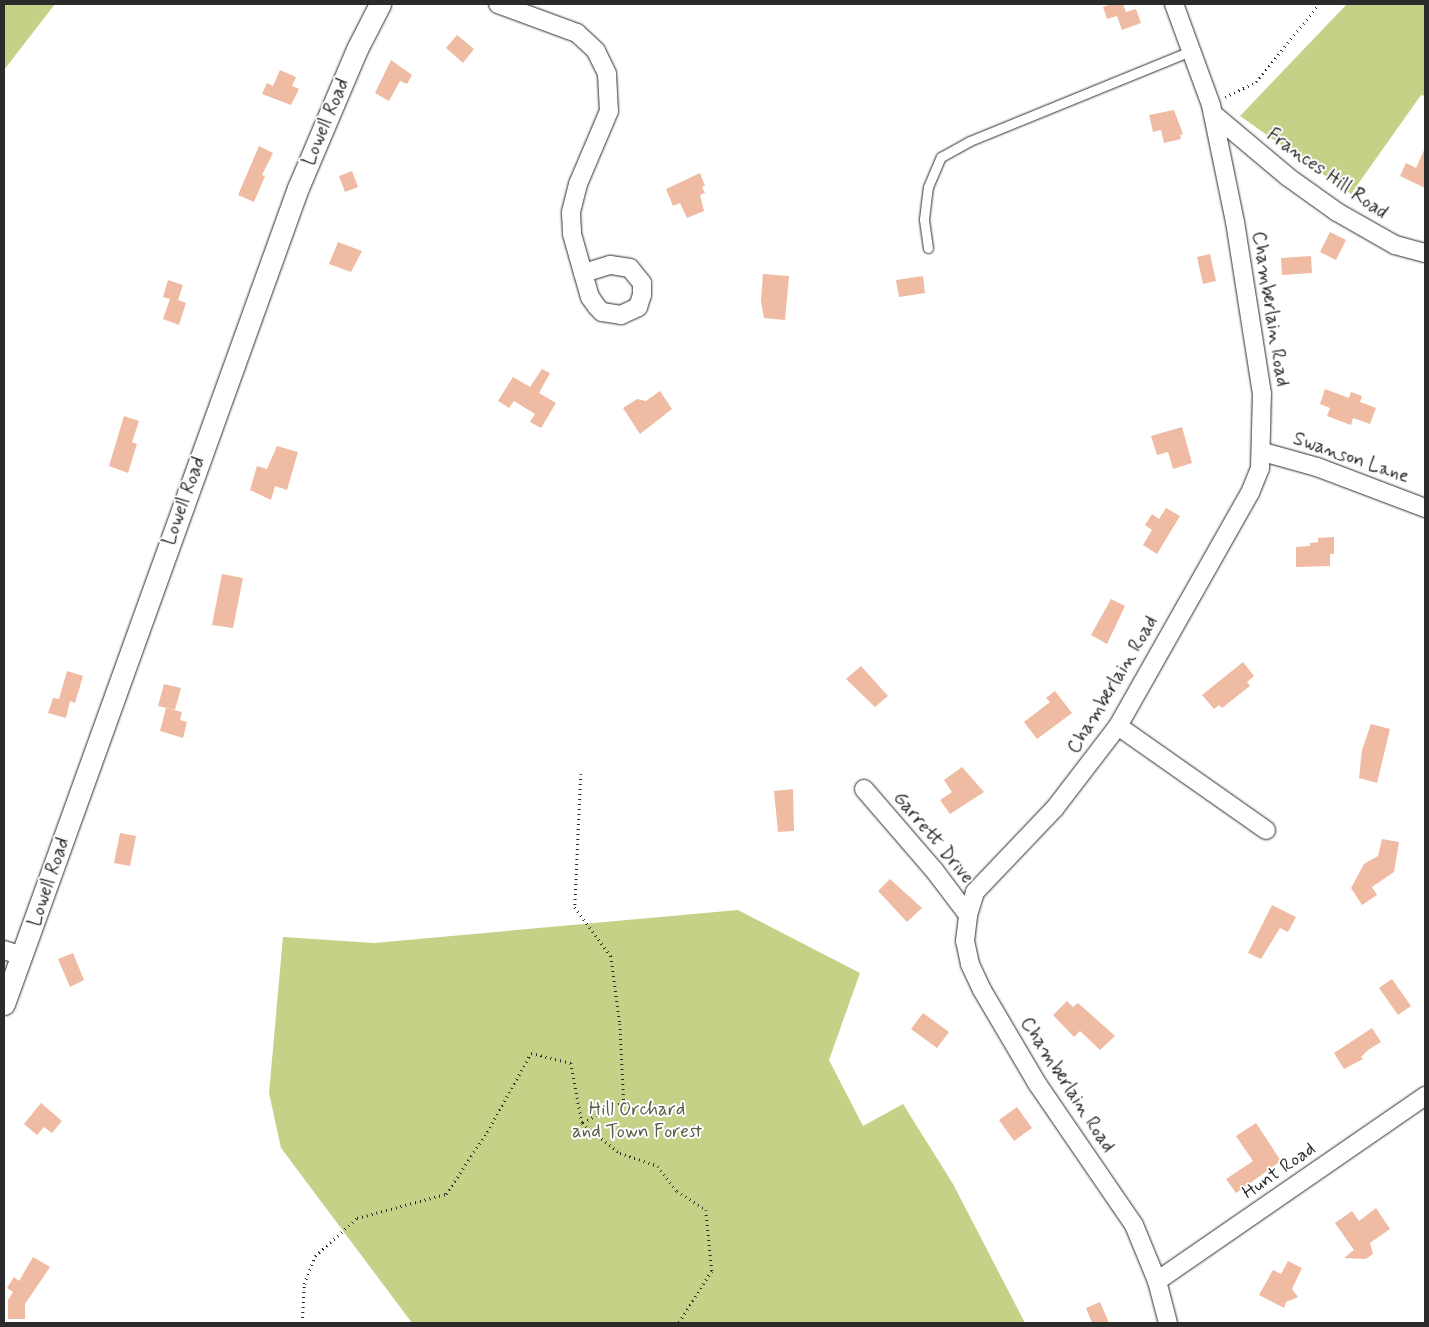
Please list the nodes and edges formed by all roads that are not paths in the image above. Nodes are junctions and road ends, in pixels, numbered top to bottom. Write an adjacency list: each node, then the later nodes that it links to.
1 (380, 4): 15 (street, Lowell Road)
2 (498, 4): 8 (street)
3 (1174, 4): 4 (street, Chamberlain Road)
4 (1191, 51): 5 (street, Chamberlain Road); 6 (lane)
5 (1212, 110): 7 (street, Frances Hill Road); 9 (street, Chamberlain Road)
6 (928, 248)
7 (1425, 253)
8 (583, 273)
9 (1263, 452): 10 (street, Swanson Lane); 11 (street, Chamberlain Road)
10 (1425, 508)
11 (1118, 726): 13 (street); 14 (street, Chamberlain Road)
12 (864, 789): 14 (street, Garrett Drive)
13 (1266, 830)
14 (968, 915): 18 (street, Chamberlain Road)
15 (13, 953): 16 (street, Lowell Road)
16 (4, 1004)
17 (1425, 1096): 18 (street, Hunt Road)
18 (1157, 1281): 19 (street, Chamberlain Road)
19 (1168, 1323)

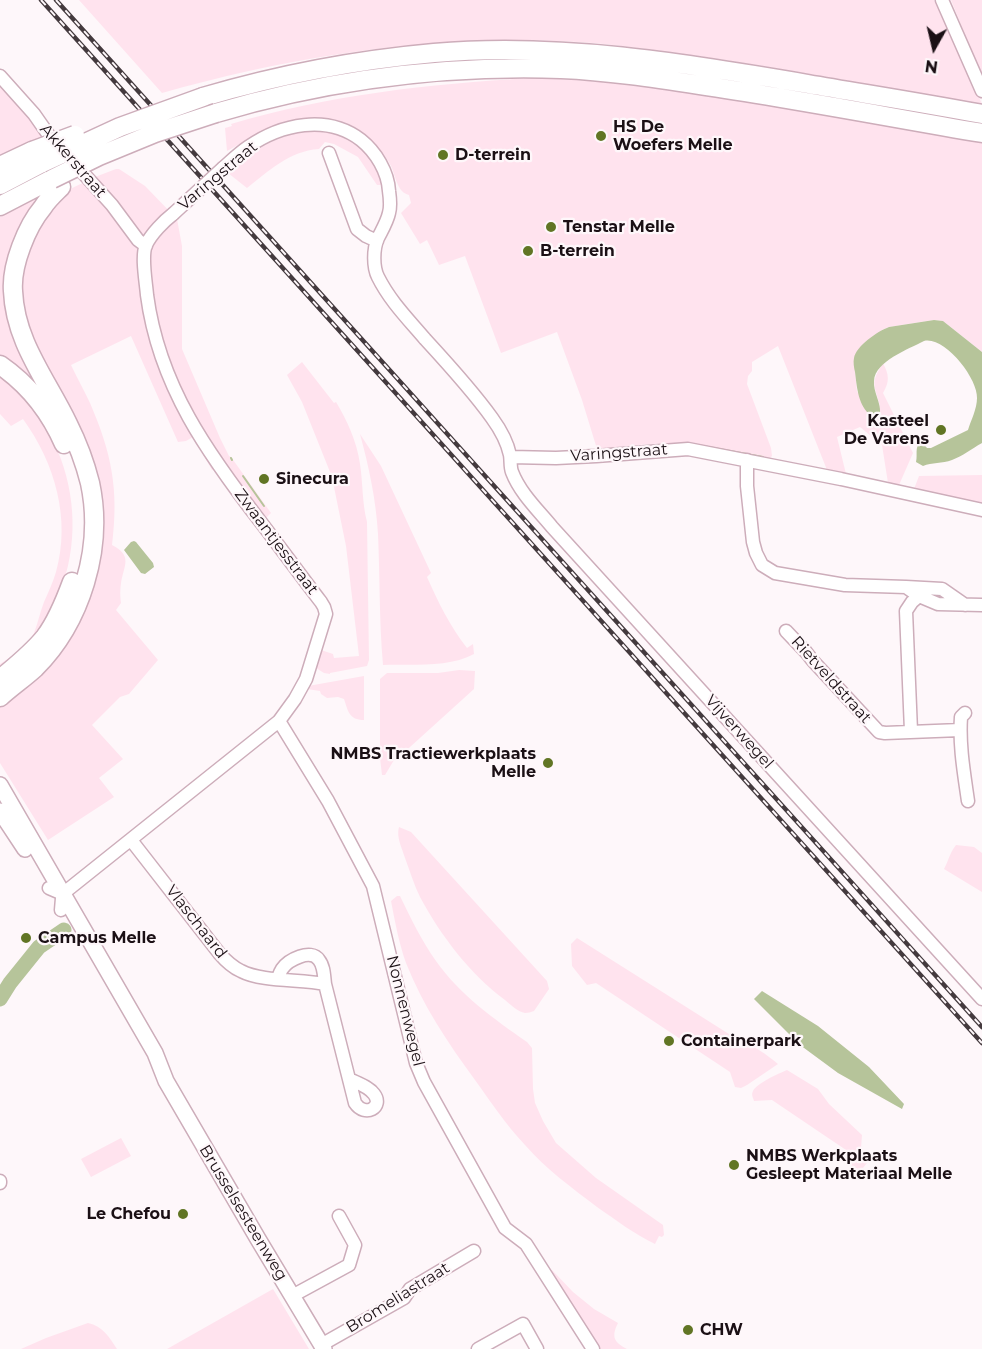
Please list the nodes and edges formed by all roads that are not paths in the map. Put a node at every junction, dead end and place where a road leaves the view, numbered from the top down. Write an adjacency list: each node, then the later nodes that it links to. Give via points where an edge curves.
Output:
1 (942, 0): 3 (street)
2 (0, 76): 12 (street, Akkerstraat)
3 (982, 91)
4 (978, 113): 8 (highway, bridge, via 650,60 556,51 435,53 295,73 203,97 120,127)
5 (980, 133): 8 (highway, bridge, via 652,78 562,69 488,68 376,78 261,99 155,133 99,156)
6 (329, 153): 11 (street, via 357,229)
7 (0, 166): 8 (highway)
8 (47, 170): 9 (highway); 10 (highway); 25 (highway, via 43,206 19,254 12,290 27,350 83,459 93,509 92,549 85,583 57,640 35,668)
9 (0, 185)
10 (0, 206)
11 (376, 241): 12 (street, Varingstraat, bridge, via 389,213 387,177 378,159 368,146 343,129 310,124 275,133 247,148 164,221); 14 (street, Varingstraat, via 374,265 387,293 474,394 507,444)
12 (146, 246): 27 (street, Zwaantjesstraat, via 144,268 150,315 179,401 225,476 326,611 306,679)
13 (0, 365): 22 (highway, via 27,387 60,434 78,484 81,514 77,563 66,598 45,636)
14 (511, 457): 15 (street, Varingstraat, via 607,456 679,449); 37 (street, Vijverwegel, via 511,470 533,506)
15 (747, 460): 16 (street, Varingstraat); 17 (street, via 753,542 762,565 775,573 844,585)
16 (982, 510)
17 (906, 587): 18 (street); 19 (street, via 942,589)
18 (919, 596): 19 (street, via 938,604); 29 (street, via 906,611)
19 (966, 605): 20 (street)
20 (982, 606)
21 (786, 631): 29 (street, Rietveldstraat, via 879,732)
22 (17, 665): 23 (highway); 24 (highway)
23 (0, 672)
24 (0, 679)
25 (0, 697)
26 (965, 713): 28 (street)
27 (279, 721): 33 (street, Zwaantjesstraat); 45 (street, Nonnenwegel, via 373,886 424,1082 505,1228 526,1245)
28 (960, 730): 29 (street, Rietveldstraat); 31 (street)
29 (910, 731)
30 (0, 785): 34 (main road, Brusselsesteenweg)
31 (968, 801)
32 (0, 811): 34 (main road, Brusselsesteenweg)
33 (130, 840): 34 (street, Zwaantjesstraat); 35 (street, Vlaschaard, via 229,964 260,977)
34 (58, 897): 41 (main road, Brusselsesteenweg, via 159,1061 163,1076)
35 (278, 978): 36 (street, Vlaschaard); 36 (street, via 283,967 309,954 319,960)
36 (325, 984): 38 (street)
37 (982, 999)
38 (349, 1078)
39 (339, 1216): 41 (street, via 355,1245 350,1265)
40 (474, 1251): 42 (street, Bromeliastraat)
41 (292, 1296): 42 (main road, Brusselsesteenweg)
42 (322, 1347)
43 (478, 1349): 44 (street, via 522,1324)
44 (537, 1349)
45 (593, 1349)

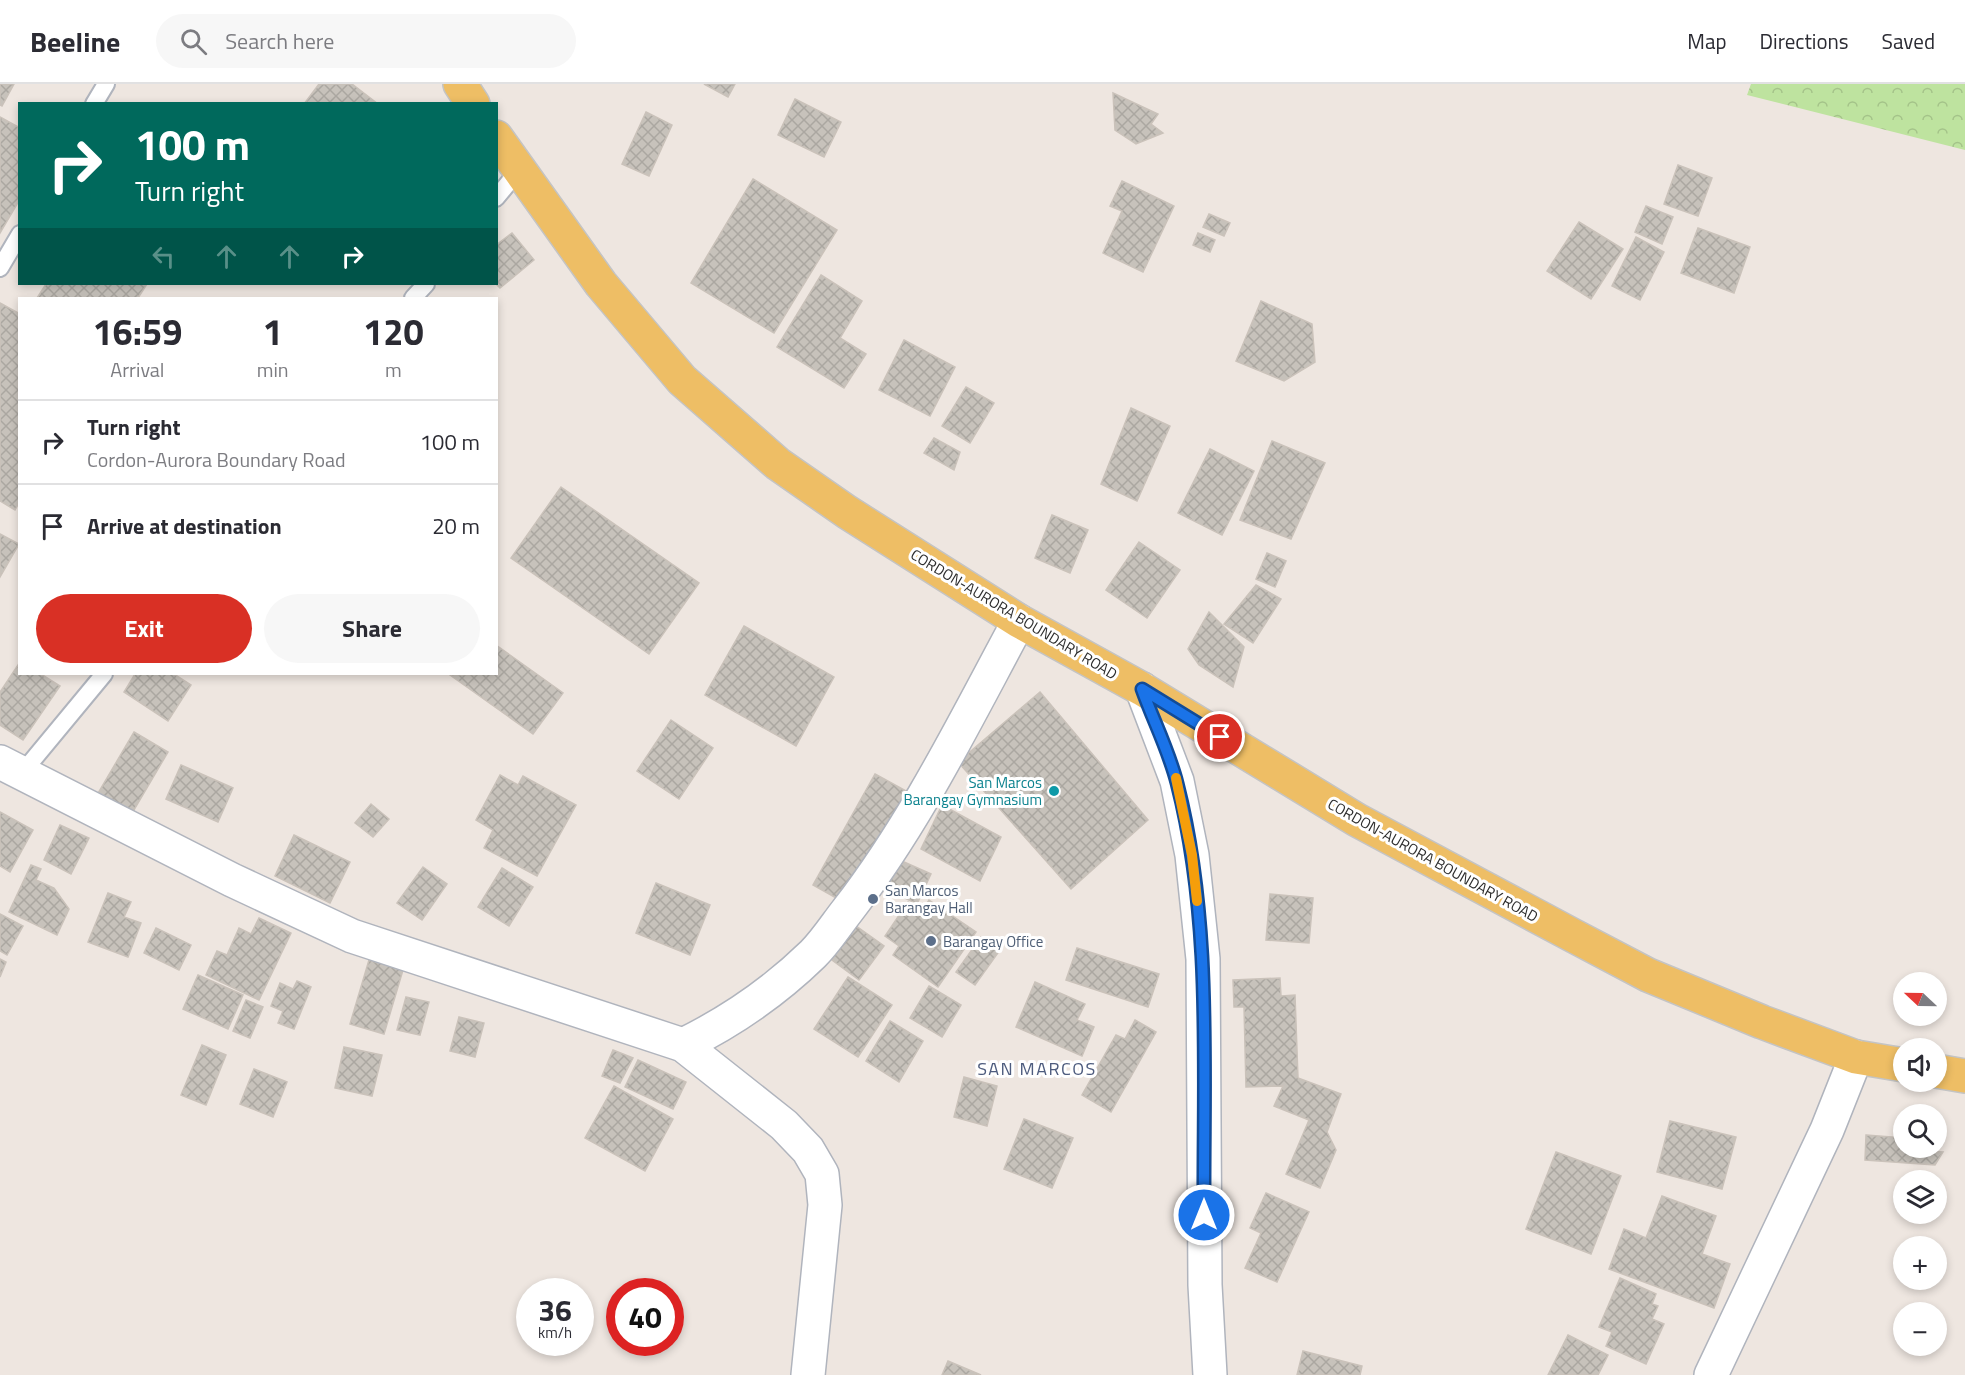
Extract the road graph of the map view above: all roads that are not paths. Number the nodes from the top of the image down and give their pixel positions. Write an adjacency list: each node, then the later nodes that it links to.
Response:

**********

== Problem statement ==
Restate the material word for word, minus pictures.

== Answer ==
Please list the nodes and edges formed by all roads that are not paths in the image above. Nodes are junctions and road ends, in pixels, numbered top to bottom. Write an adjacency list: each node, then the later nodes that it links to.
1 (380, 4): 15 (street, Lowell Road)
2 (498, 4): 8 (street)
3 (1174, 4): 4 (street, Chamberlain Road)
4 (1191, 51): 5 (street, Chamberlain Road); 6 (lane)
5 (1212, 110): 7 (street, Frances Hill Road); 9 (street, Chamberlain Road)
6 (928, 248)
7 (1425, 253)
8 (583, 273)
9 (1263, 452): 10 (street, Swanson Lane); 11 (street, Chamberlain Road)
10 (1425, 508)
11 (1118, 726): 13 (street); 14 (street, Chamberlain Road)
12 (864, 789): 14 (street, Garrett Drive)
13 (1266, 830)
14 (968, 915): 18 (street, Chamberlain Road)
15 (13, 953): 16 (street, Lowell Road)
16 (4, 1004)
17 (1425, 1096): 18 (street, Hunt Road)
18 (1157, 1281): 19 (street, Chamberlain Road)
19 (1168, 1323)

Please list the nodes and edges formed by all roads that are not paths in the map. Put a node at every junction, dead end and place where a road leaves the view, numbered from the top down. Write an adjacency list: each node, then the later nodes that it links to. Give via points where an edge curves.
Output:
1 (942, 0): 3 (street)
2 (0, 76): 12 (street, Akkerstraat)
3 (982, 91)
4 (978, 113): 8 (highway, bridge, via 650,60 556,51 435,53 295,73 203,97 120,127)
5 (980, 133): 8 (highway, bridge, via 652,78 562,69 488,68 376,78 261,99 155,133 99,156)
6 (329, 153): 11 (street, via 357,229)
7 (0, 166): 8 (highway)
8 (47, 170): 9 (highway); 10 (highway); 25 (highway, via 43,206 19,254 12,290 27,350 83,459 93,509 92,549 85,583 57,640 35,668)
9 (0, 185)
10 (0, 206)
11 (376, 241): 12 (street, Varingstraat, bridge, via 389,213 387,177 378,159 368,146 343,129 310,124 275,133 247,148 164,221); 14 (street, Varingstraat, via 374,265 387,293 474,394 507,444)
12 (146, 246): 27 (street, Zwaantjesstraat, via 144,268 150,315 179,401 225,476 326,611 306,679)
13 (0, 365): 22 (highway, via 27,387 60,434 78,484 81,514 77,563 66,598 45,636)
14 (511, 457): 15 (street, Varingstraat, via 607,456 679,449); 37 (street, Vijverwegel, via 511,470 533,506)
15 (747, 460): 16 (street, Varingstraat); 17 (street, via 753,542 762,565 775,573 844,585)
16 (982, 510)
17 (906, 587): 18 (street); 19 (street, via 942,589)
18 (919, 596): 19 (street, via 938,604); 29 (street, via 906,611)
19 (966, 605): 20 (street)
20 (982, 606)
21 (786, 631): 29 (street, Rietveldstraat, via 879,732)
22 (17, 665): 23 (highway); 24 (highway)
23 (0, 672)
24 (0, 679)
25 (0, 697)
26 (965, 713): 28 (street)
27 (279, 721): 33 (street, Zwaantjesstraat); 45 (street, Nonnenwegel, via 373,886 424,1082 505,1228 526,1245)
28 (960, 730): 29 (street, Rietveldstraat); 31 (street)
29 (910, 731)
30 (0, 785): 34 (main road, Brusselsesteenweg)
31 (968, 801)
32 (0, 811): 34 (main road, Brusselsesteenweg)
33 (130, 840): 34 (street, Zwaantjesstraat); 35 (street, Vlaschaard, via 229,964 260,977)
34 (58, 897): 41 (main road, Brusselsesteenweg, via 159,1061 163,1076)
35 (278, 978): 36 (street, Vlaschaard); 36 (street, via 283,967 309,954 319,960)
36 (325, 984): 38 (street)
37 (982, 999)
38 (349, 1078)
39 (339, 1216): 41 (street, via 355,1245 350,1265)
40 (474, 1251): 42 (street, Bromeliastraat)
41 (292, 1296): 42 (main road, Brusselsesteenweg)
42 (322, 1347)
43 (478, 1349): 44 (street, via 522,1324)
44 (537, 1349)
45 (593, 1349)

Extract the road graph of the map view above: all roads that are not paths. Number the nodes from the top of the image down and give their pixel positions. Write an adjacency list: each node, then the later nodes that it links to.
Response:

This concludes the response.